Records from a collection

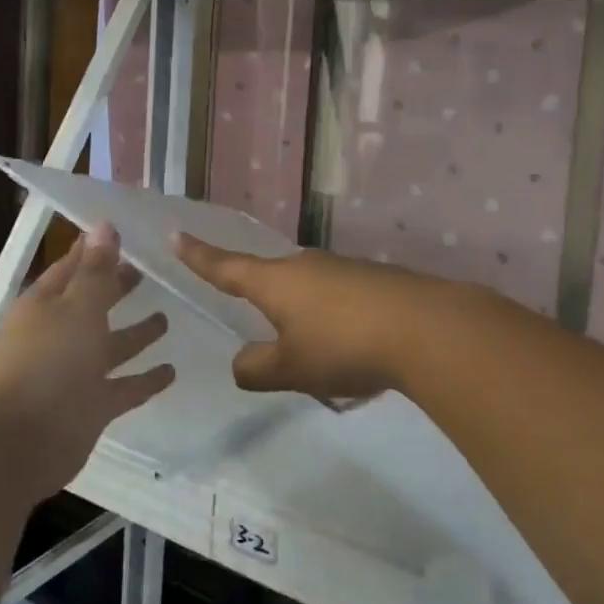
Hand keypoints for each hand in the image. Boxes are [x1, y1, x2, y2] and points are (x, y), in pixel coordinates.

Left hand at [0, 224, 174, 502]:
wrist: (17, 443)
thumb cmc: (47, 363)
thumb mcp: (77, 307)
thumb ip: (97, 271)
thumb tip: (104, 225)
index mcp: (45, 305)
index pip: (72, 268)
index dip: (96, 250)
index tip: (125, 233)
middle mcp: (58, 335)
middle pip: (92, 305)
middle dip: (117, 288)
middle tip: (149, 271)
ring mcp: (73, 373)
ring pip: (110, 347)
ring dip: (136, 334)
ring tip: (166, 319)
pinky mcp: (89, 407)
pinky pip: (123, 388)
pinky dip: (144, 380)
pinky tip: (172, 371)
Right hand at [175, 235, 438, 404]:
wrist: (425, 327)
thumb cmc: (344, 346)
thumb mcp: (291, 368)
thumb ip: (257, 368)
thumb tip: (242, 362)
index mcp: (276, 281)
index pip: (226, 266)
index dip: (200, 256)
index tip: (177, 235)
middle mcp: (306, 265)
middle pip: (270, 276)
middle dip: (258, 292)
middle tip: (252, 309)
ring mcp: (343, 268)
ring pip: (307, 287)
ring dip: (301, 310)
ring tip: (311, 347)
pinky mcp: (373, 279)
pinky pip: (338, 296)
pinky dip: (333, 317)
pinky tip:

◆ **Description of the task**: The answer must consist of every line from the data that holds the string "index".

◆ **Solution for this problem**:
index mcp: (45, 305)
index pip: (72, 268)
index dip: (96, 250)
index tip: (125, 233)
index mcp: (276, 281)
index pip: (226, 266)
index dip: (200, 256)
index tip: (177, 235)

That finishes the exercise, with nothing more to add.